Mr. Speaker acquainted them, that the Farmers of the Excise had offered it to this House, this day, as one reason why they had not paid their rent, due for the. excise of beer and ale, according to their contract, that the brewers are in arrears to them; and that the monies remain unpaid to them, in the brewers' hands.

Colonel Banier. We are not a week behind, till to-morrow. We used to be troubled with their spirits every week. We have a note under a person's hand, one of them, who said they would not call for any of this duty till they have a better power to levy this, which we hope you will never grant.

Hill and Dashwood, their treasurers, to whom they owed 10,000l. a-piece, have withdrawn their money. We hear they have a full treasury, but intend to pay none till they have better strength to levy.

Henry Bradbury heard one of them say they will levy none till they have a better authority.

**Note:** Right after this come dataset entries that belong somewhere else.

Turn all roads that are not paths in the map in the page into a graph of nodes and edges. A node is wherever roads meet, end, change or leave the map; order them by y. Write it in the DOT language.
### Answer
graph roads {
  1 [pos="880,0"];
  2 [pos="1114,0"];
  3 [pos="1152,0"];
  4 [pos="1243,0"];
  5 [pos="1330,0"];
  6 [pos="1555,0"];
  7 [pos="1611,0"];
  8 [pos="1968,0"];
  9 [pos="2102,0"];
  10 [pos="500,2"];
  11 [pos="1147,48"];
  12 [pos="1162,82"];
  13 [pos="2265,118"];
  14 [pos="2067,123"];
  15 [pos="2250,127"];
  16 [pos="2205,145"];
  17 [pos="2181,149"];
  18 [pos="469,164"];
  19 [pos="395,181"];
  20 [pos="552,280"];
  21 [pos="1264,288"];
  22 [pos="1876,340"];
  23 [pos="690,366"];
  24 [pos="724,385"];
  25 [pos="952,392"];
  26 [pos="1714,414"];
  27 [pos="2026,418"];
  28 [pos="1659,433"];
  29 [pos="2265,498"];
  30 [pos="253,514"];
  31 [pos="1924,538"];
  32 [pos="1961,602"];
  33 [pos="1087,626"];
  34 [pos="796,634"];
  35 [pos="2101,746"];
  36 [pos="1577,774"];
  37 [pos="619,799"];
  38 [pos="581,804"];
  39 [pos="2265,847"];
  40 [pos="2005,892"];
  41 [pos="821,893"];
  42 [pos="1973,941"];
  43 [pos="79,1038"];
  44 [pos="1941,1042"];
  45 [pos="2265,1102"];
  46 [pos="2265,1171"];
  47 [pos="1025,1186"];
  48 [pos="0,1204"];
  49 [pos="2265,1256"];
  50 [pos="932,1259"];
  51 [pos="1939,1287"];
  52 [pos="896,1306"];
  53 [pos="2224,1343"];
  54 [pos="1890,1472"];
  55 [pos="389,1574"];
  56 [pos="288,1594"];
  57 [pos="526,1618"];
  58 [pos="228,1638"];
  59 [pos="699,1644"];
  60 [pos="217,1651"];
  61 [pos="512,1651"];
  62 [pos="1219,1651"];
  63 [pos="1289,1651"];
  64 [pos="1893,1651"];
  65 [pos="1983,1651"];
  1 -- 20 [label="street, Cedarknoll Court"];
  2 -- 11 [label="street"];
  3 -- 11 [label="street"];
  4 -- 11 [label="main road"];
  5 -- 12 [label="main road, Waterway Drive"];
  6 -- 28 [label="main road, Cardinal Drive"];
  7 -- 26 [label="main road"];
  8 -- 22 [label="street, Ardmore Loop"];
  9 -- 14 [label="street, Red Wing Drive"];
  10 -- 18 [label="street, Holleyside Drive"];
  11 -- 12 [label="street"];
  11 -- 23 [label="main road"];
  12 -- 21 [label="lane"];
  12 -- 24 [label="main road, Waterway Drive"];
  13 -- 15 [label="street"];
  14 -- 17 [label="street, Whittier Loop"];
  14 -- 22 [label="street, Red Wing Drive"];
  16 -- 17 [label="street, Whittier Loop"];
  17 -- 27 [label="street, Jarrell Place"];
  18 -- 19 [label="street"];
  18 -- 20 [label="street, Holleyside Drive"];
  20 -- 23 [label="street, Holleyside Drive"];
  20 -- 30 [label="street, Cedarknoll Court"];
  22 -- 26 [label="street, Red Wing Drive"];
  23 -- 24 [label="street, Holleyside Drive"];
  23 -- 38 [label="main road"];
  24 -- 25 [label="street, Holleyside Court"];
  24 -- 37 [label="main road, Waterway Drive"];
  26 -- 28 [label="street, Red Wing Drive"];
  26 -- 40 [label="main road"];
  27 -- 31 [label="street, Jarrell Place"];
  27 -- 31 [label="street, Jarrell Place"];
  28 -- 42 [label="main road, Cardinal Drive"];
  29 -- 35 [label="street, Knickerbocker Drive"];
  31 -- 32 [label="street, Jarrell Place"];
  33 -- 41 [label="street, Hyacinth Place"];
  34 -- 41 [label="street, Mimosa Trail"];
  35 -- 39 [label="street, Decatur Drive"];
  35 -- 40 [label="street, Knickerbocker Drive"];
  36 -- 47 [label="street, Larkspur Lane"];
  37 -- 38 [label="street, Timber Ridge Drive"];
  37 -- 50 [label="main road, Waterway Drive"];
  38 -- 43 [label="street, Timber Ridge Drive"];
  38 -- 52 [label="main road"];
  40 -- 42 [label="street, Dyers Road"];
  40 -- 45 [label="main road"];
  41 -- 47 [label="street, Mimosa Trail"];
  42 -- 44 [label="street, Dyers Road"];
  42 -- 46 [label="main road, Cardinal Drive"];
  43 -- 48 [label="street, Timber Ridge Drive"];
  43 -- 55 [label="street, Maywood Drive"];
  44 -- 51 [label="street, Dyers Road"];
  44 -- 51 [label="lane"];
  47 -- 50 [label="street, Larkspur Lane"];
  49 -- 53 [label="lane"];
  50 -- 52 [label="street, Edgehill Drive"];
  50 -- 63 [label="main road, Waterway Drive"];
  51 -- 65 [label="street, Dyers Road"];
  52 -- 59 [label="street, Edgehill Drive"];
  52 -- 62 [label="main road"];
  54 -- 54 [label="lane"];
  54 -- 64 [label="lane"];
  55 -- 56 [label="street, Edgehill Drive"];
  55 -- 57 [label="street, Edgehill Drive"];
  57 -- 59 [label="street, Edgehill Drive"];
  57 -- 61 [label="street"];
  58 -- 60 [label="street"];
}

There may be an arrear of 60,000l. or thereabouts, in the hands of the brewers; but it is through their remissness not to demand it. They may have it when they will, this afternoon; being the day it is due. Some of us they have made poor, and they complain now that they are poor. We cannot answer for all of a hundred men; but the brewers are generally ready to pay their arrears.

Thereupon they withdrew.

Captain Baynes. It is no argument to excuse them, if the brewers were 15,000l. behind with them.

Lord Falkland. I move that the Fanners be in safe custody till they pay.

Captain Hatsell. That is not for your service, to lay them fast. Rather give them liberty, and encourage them to perform your order, by giving them eight or ten days time.

Sir William D'Oyley. It appears not that those post entries are due from the brewers, till you have a report from your Committee.

Resolved, that the farmers of the Excise of Beer and Ale, within London, Middlesex, and Surrey, be required to pay into the receipt of the Exchequer the sum of 15,700l. on Saturday next; and the further sum of 20,000l., on or before the first day of next term.

The Farmers were again called.

Mr. Speaker informed them of the aforesaid resolution. He farther minded them of their contempt and neglect; that having had notice, as they themselves had acknowledged, of order of this House, of March 12, last, they had not hi. therto paid in the monies due and owing by them, according to the directions of that order; that they well knew, before they took the farm, what powers they had; and they had acknowledged they had sufficient powers for London; and that they knew, that if they did transgress the law, they would be liable to actions; and that there is much more due from themselves, than is pretended by them to be owing by the brewers; which they might forthwith call for; and that, therefore, the House did expect that they should pay in their rent according to the contract.

Thereupon, by the command of the House, those Farmers of the Excise withdrew.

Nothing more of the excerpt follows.